A House Named Brazil
Fran Mourne is nearly 40. When she was seven, her father left home. At 16, her mother abandoned her. Feeling freakish, Fran has learned how to cope. She graduated from high school, found a job that allowed her to indulge her antisocial inclinations, and lived complacently in her family home with cats, peacocks, and her grandmother’s corpse in the barn for company. At age 19, however, Fran was forced to reexamine her life when her mother unexpectedly called with the sole purpose of passing on oral recitations of the family history. These stories, relayed through a series of evening telephone calls from a secret location, ultimately helped Fran discover her own abilities and finally come to terms with her parents’ strange behavior.

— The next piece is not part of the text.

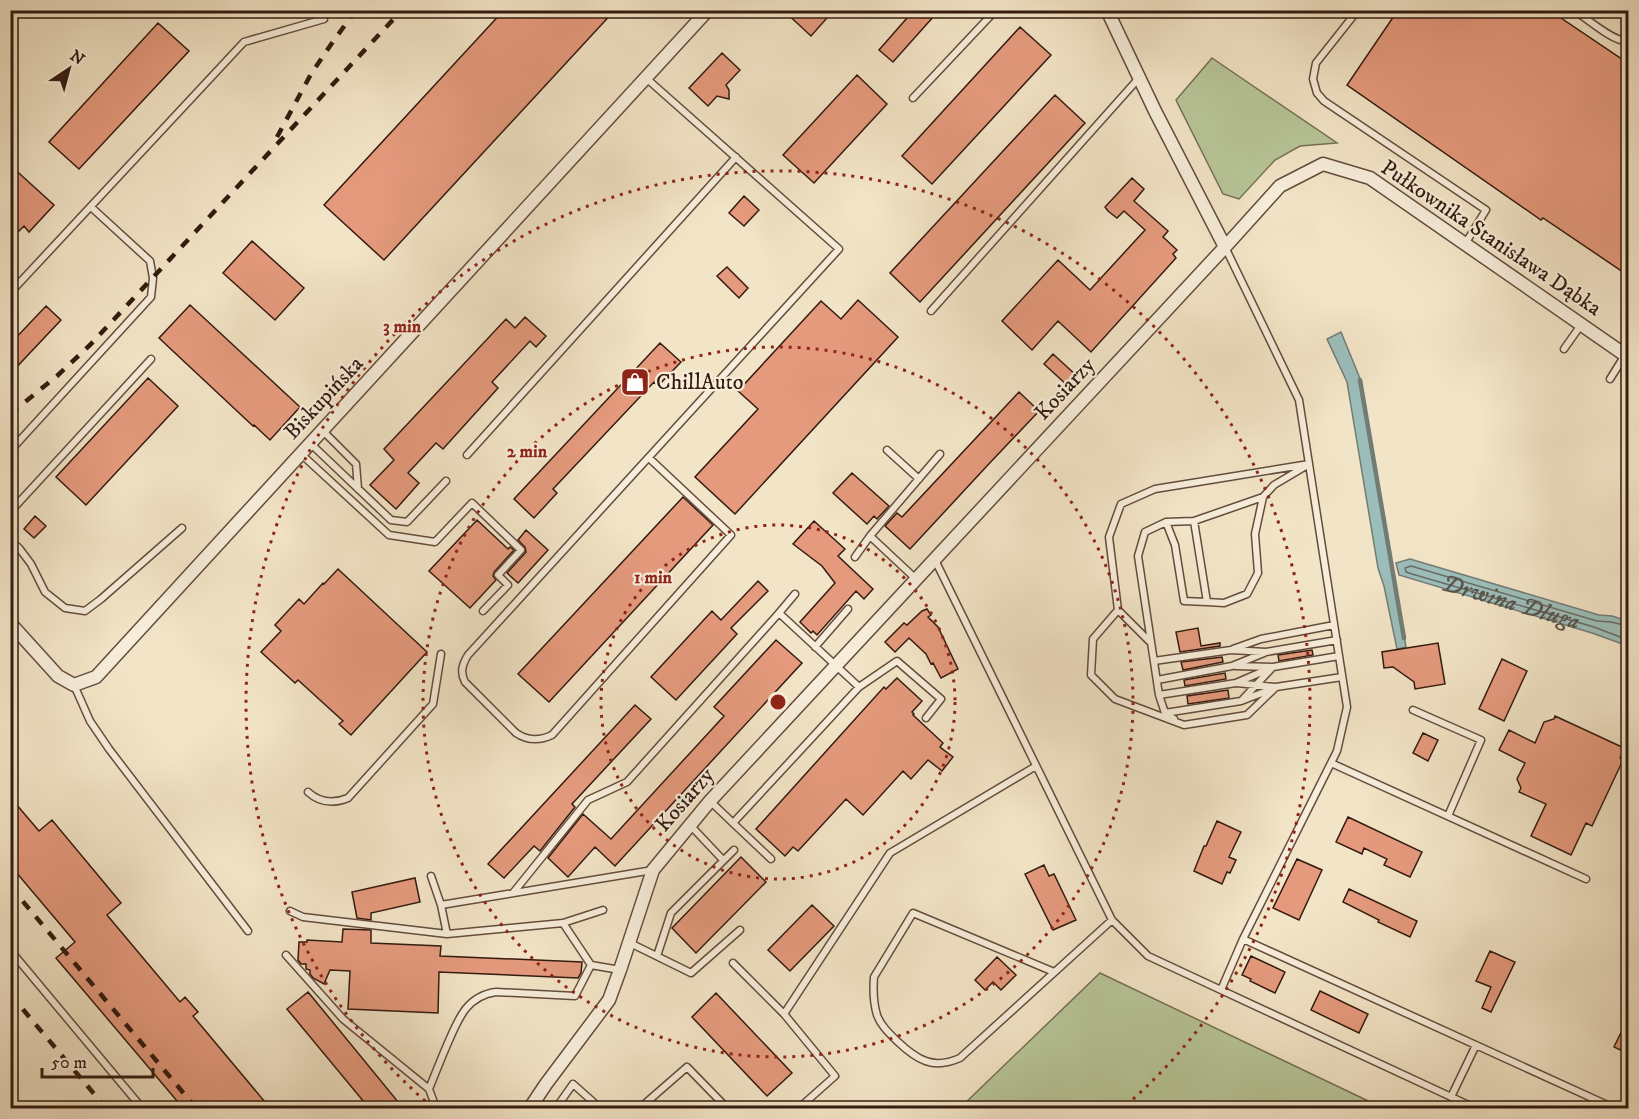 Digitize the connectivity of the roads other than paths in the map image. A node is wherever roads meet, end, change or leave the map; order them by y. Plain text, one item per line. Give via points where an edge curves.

Schulman’s technique of flipping between Fran’s present, youth, and family stories effectively conveys the frustration Fran feels as her mother doles out the tales in no apparent order while being quite stingy with the details of her own life. The interaction between Fran and her mother and Fran’s introspection tend to be less engaging than the family stories. As we learn more about the family’s history, these sections make more sense, but they never really stir the emotions like the fascinating tales of pickpockets, entrepreneurs, and adventurers — many of whom come to make their home in Brazil, a large house in the Florida swamps. The family tree and photographs are included between chapters, making it easy to follow the winding tales. Readers interested in peeking into an eccentric and rather dysfunctional family of the 19th and early 20th centuries will enjoy this book.